Considerações finais
A Educação do Campo é uma luta dos movimentos sociais do campo pelo direito
a uma educação que valorize a sua realidade cotidiana que também é uma luta contra o
agronegócio, modelo de agricultura que está muito presente nesta região, agricultura
esta que gera submissão, exploração e aumento da pobreza no campo.
Nesta pesquisa buscou-se ressaltar que a luta pela Educação do Campo não é
apenas uma luta isolada da educação, mas da sustentação de direitos adquiridos e
resistência de uma classe “incômoda” para permanecer em seu meio, conservando sua
cultura e suas peculiaridades.
Diante dos fatos e declarações presenciadas foi possível verificar que o poder
público municipal não se preocupa em fixar o homem no campo respeitando suas
peculiaridades. É econômica e politicamente viável trazer os estudantes até a escola
todos os dias a oferecer um ensino de qualidade e diversidade no meio em que vivem, o
qual possui garantido por lei federal.
Cabe ressaltar ainda, que embora esta escola tenha sido criada para atender aos
alunos do campo, não possui o Projeto Político Pedagógico diferenciado voltado a
atender as especificidades de uma educação consciente para o homem do campo, e
encontra-se também no perímetro urbano.
Com isso, acredita-se que a luta pela terra e a permanência nela com dignidade
no Estado de Mato Grosso do Sul é um caminho árduo a ser percorrido e está apenas em
seu início, mas alguns passos foram dados nesta luta e eles são irreversíveis.
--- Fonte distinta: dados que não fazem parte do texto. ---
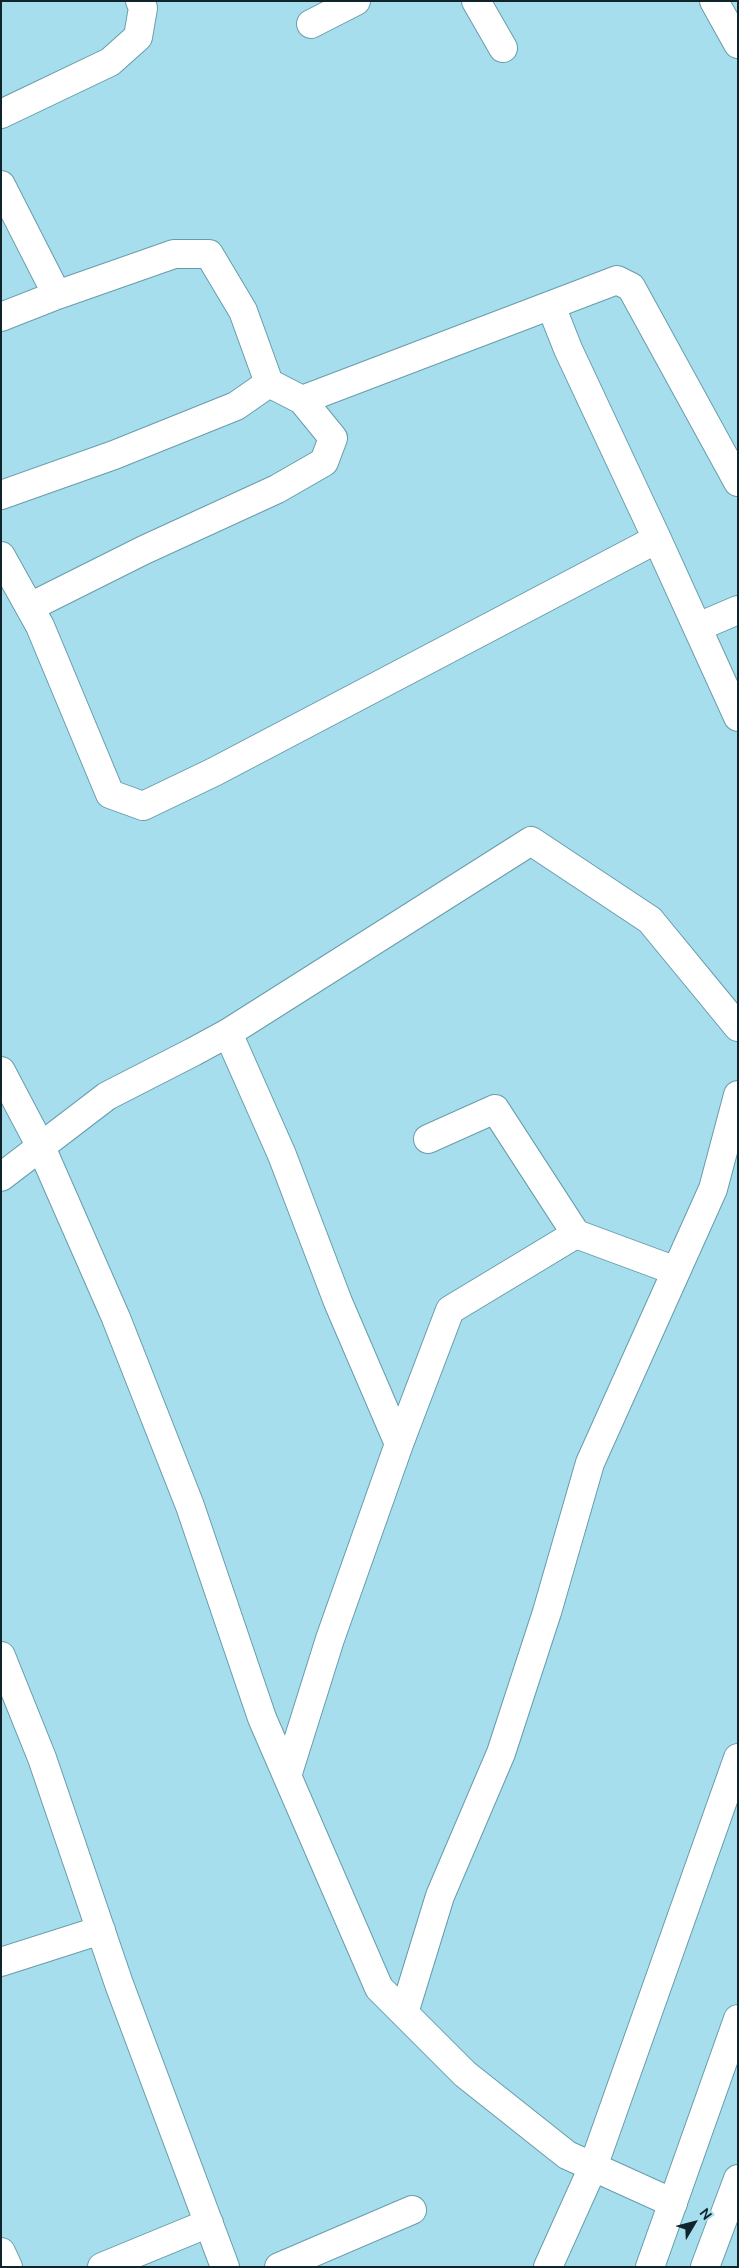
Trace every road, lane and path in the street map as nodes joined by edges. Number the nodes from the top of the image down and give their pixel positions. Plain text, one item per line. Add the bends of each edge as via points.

Referências bibliográficas MACHADO, C. L. B.; CAMPOS, C. S. S.; PALUDO, C. (orgs). Teoria e prática da educação do campo: análises de experiências. Brasília: MDA, 2008. MINISTÉRIO DA EDUCAÇÃO. Diretrizes operacionais para a educação básica nas escolas do campo, Resolução CNE/CEB nº 1- 03/04/2002, Brasília. MINISTÉRIO DA EDUCAÇÃO. GRUPO PERMANENTE DE TRABALHO DE EDUCAÇÃO DO CAMPO. Referências para uma política nacional de educação do campo. Caderno de subsídios. 2. ed. Brasília, 2005. PEREIRA, J. H. do V., ALMEIDA, R. A. (orgs.). Educação no/do campo em Mato Grosso do Sul. Campo Grande, MS: Ed. UFMS, 2008. SECRETARIA ESTADUAL DE EDUCAÇÃO. Dispõe sobre o funcionamento da Educação Básica nas Escolas do Campo no sistema de Ensino de Mato Grosso do Sul, Deliberação CEE/MS nº 7111 de 16/10/2003, publicada em 11/11/2003 SECRETARIA NACIONAL DO MST. Princípios da Educação no MST. Caderno de Educação n°8. 3. ed. Janeiro de 1999.